■ **Task objective**:
Search through the entries for the word "Campana" and copy every line that has it.

■ **Stored data entries**:

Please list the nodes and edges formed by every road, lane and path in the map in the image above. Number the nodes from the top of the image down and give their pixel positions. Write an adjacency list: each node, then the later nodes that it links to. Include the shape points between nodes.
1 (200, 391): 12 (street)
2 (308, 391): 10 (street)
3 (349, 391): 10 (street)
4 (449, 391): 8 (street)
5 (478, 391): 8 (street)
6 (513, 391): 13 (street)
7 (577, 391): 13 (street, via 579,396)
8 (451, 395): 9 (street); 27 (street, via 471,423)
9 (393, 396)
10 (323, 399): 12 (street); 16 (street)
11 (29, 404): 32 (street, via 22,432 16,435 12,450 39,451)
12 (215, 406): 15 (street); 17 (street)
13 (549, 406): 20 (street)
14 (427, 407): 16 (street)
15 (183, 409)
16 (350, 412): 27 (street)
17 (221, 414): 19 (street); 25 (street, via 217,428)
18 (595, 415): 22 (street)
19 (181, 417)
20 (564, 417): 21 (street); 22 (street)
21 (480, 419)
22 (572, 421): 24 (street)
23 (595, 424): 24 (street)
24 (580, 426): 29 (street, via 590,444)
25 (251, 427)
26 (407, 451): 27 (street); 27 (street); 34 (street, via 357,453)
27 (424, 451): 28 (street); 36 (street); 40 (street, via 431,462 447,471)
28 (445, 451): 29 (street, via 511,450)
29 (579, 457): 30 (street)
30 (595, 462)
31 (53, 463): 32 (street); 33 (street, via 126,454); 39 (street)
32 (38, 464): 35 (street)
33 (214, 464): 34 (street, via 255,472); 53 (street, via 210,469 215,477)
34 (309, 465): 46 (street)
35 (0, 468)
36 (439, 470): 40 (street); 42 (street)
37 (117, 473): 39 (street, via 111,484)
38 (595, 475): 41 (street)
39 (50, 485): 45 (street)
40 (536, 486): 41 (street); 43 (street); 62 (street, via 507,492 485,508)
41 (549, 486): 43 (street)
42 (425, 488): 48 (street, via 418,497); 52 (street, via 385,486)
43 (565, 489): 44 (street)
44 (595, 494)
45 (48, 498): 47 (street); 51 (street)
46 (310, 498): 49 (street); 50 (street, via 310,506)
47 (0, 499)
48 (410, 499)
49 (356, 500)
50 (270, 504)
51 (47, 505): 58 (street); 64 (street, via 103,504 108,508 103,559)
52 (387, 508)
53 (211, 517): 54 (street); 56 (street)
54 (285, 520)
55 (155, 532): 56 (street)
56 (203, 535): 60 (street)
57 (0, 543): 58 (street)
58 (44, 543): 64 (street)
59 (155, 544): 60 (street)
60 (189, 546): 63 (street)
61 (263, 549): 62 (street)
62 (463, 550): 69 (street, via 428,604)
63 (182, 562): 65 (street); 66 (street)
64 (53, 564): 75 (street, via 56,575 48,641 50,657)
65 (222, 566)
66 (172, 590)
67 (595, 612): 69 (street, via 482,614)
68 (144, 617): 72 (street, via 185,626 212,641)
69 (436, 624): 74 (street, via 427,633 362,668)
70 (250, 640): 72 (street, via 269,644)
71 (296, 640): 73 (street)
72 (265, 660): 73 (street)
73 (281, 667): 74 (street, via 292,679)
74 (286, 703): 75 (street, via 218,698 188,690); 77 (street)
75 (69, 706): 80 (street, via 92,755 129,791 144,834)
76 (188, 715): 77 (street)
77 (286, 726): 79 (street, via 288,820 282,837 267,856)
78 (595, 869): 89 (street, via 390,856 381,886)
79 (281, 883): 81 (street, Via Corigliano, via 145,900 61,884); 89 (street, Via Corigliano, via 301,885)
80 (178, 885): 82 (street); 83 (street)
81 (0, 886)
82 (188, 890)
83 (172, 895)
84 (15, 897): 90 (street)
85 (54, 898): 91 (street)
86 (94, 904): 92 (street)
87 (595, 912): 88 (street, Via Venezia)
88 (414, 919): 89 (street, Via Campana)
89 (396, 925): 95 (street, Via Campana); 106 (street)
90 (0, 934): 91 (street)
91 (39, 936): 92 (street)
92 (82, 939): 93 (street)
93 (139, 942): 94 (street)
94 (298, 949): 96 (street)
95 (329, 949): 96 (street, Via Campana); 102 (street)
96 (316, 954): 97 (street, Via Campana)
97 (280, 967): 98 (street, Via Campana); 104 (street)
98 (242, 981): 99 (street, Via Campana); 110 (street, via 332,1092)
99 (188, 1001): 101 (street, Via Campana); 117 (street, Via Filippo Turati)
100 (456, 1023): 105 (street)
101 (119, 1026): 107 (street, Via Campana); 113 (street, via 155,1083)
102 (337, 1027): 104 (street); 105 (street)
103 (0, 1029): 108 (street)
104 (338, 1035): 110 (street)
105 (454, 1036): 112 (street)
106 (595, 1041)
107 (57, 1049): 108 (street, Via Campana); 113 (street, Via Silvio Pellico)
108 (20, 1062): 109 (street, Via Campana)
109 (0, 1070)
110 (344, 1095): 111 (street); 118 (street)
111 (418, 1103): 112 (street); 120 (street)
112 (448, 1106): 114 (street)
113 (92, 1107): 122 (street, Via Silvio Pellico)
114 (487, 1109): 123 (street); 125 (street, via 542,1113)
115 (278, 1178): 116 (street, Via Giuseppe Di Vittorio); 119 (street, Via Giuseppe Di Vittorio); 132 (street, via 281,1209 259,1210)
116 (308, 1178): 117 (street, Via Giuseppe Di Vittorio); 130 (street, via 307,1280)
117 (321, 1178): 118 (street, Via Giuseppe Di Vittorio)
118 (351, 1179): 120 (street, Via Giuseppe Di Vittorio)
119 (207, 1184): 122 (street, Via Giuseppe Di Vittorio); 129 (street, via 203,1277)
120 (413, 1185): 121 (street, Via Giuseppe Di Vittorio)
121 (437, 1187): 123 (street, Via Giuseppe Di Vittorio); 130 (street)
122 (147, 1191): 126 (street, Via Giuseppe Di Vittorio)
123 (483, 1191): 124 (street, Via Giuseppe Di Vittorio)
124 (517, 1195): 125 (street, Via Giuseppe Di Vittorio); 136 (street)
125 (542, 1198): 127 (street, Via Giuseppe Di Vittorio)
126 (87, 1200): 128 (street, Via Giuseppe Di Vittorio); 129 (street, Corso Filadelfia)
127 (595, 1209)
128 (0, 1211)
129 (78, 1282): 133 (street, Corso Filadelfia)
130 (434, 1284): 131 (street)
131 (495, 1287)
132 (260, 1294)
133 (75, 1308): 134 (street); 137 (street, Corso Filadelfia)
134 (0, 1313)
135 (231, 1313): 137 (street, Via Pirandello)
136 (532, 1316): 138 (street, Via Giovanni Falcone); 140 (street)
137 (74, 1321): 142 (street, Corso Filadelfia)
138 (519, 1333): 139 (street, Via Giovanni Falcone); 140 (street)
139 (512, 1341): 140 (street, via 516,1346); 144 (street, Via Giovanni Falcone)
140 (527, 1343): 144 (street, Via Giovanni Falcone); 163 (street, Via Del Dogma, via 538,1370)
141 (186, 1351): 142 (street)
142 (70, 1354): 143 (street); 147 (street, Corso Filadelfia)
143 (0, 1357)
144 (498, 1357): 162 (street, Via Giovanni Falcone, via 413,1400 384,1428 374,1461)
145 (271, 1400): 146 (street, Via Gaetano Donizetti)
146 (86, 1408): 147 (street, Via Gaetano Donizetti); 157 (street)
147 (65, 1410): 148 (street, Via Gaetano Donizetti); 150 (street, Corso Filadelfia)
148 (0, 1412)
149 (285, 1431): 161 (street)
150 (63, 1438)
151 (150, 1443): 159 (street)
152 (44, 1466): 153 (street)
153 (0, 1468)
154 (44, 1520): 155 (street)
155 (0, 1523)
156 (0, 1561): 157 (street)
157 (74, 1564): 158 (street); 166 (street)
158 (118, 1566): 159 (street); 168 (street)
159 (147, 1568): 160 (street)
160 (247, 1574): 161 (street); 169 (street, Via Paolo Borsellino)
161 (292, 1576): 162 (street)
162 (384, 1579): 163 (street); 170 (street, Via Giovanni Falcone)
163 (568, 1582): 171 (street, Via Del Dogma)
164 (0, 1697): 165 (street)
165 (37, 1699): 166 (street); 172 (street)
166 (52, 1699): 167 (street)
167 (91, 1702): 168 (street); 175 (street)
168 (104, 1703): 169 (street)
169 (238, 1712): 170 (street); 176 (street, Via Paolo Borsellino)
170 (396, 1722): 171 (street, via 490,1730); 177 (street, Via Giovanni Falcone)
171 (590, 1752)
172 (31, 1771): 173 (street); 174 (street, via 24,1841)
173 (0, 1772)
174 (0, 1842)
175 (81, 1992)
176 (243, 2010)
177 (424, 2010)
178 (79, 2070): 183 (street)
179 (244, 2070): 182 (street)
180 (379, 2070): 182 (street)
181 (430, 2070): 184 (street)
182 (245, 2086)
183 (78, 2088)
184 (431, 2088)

■ **Answer below**:
88 (414, 919): 89 (street, Via Campana)
89 (396, 925): 95 (street, Via Campana); 106 (street)
95 (329, 949): 96 (street, Via Campana); 102 (street)
96 (316, 954): 97 (street, Via Campana)
97 (280, 967): 98 (street, Via Campana); 104 (street)
98 (242, 981): 99 (street, Via Campana); 110 (street, via 332,1092)
99 (188, 1001): 101 (street, Via Campana); 117 (street, Via Filippo Turati)
101 (119, 1026): 107 (street, Via Campana); 113 (street, via 155,1083)
107 (57, 1049): 108 (street, Via Campana); 113 (street, Via Silvio Pellico)
108 (20, 1062): 109 (street, Via Campana)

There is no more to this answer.